**Work task**. Your task is to filter the data below down to the lines holding "const".

**Data**.
::::::::

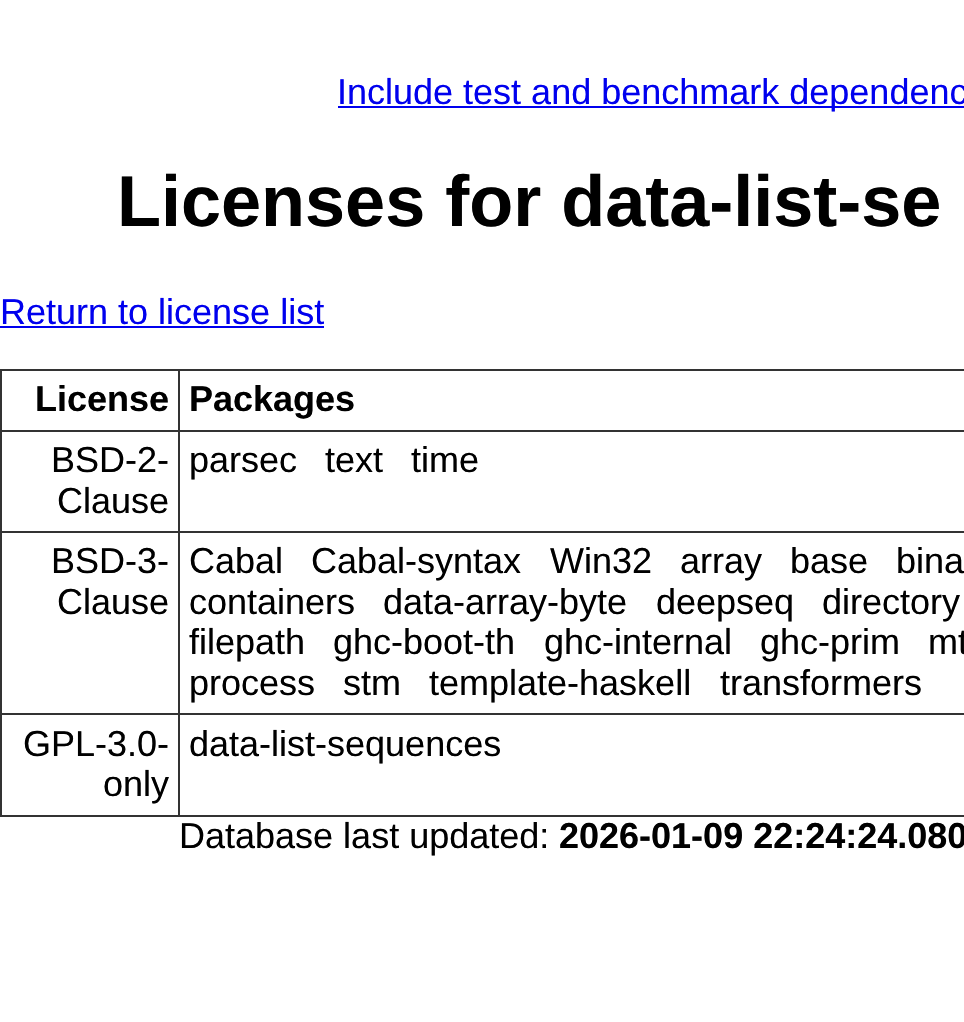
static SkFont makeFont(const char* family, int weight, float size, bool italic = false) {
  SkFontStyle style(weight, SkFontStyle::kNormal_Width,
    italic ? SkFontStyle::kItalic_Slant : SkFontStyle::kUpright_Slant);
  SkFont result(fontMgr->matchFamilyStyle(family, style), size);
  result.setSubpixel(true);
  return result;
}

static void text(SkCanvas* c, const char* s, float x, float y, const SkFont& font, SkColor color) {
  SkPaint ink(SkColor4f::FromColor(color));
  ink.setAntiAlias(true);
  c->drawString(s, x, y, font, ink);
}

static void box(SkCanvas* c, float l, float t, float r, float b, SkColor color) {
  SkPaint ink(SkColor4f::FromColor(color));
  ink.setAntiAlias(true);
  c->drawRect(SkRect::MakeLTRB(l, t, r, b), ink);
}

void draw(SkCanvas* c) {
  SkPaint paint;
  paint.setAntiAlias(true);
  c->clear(0xffffffff);
  box(c, 338, 106, 964, 108, 0xff0000ee);
  SkFont face1 = makeFont("Liberation Sans", 400, 36);
  text(c, "Include test and benchmark dependenc", 337, 104, face1, 0xff0000ee);
  SkFont face2 = makeFont("Liberation Sans", 700, 72);
  text(c, "Licenses for data-list-se", 117, 226, face2, 0xff000000);
  text(c, "Return to license list", 0, 324, face1, 0xff0000ee);
  box(c, 0, 326, 324, 328, 0xff0000ee);
  box(c, 178, 369, 964, 371, 0xff333333);
  box(c, 178, 430, 964, 432, 0xff333333);
  box(c, 178, 531, 964, 533, 0xff333333);
  box(c, 178, 713, 964, 715, 0xff333333);
  box(c, 178, 815, 964, 817, 0xff333333);
  box(c, 178, 713, 180, 817, 0xff333333);
  box(c, 0, 713, 180, 715, 0xff333333);
  box(c, 178, 531, 180, 716, 0xff333333);
  box(c, 0, 531, 180, 533, 0xff333333);
  box(c, 178, 430, 180, 533, 0xff333333);
  box(c, 0, 430, 180, 432, 0xff333333);
  box(c, 178, 369, 180, 432, 0xff333333);
  box(c, 0, 369, 180, 371, 0xff333333);
  box(c, 0, 815, 180, 817, 0xff333333);
  box(c, 0, 713, 2, 817, 0xff333333);
  box(c, 0, 531, 2, 716, 0xff333333);
  box(c, 0, 430, 2, 533, 0xff333333);
  box(c, 0, 369, 2, 432, 0xff333333);
  SkFont face3 = makeFont("Liberation Sans", 700, 36);
  text(c, "License", 35, 411, face3, 0xff000000);
  text(c, "Packages", 189, 411, face3, 0xff000000);
  text(c, "BSD-2-", 51, 472, face1, 0xff000000);
  text(c, "Clause", 57, 513, face1, 0xff000000);
  text(c, "parsec", 189, 472, face1, 0xff000000);
  text(c, "text", 325, 472, face1, 0xff000000);
  text(c, "time", 411, 472, face1, 0xff000000);
  text(c, "BSD-3-", 51, 573, face1, 0xff000000);
  text(c, "Clause", 57, 614, face1, 0xff000000);
  text(c, "Cabal", 189, 573, face1, 0xff000000);
  text(c, "Cabal-syntax", 311, 573, face1, 0xff000000);
  text(c, "Win32", 550, 573, face1, 0xff000000);
  text(c, "array", 680, 573, face1, 0xff000000);
  text(c, "base", 790, 573, face1, 0xff000000);
  text(c, "bina", 896, 573, face1, 0xff000000);
  text(c, "containers", 189, 614, face1, 0xff000000);
  text(c, "data-array-byte", 383, 614, face1, 0xff000000);
  text(c, "deepseq", 656, 614, face1, 0xff000000);
  text(c, "directory", 822, 614, face1, 0xff000000);
  text(c, "filepath", 189, 654, face1, 0xff000000);
  text(c, "ghc-boot-th", 333, 654, face1, 0xff000000);
  text(c, "ghc-internal", 544, 654, face1, 0xff000000);
  text(c, "ghc-prim", 760, 654, face1, 0xff000000);
  text(c, "mt", 928, 654, face1, 0xff000000);
  text(c, "process", 189, 695, face1, 0xff000000);
  text(c, "stm", 343, 695, face1, 0xff000000);
  text(c, "template-haskell", 429, 695, face1, 0xff000000);
  text(c, "transformers", 720, 695, face1, 0xff000000);
  text(c, "GPL-3.0-", 23, 756, face1, 0xff000000);
  text(c, "only", 103, 796, face1, 0xff000000);
  text(c, "data-list-sequences", 189, 756, face1, 0xff000000);
  text(c, "Database last updated:", 179, 848, face1, 0xff000000);
  text(c, "2026-01-09 22:24:24.080", 559, 848, face3, 0xff000000);
}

::::::::

**Response for this exercise**.
static SkFont makeFont(const char* family, int weight, float size, bool italic = false) {
static void text(SkCanvas* c, const char* s, float x, float y, const SkFont& font, SkColor color) {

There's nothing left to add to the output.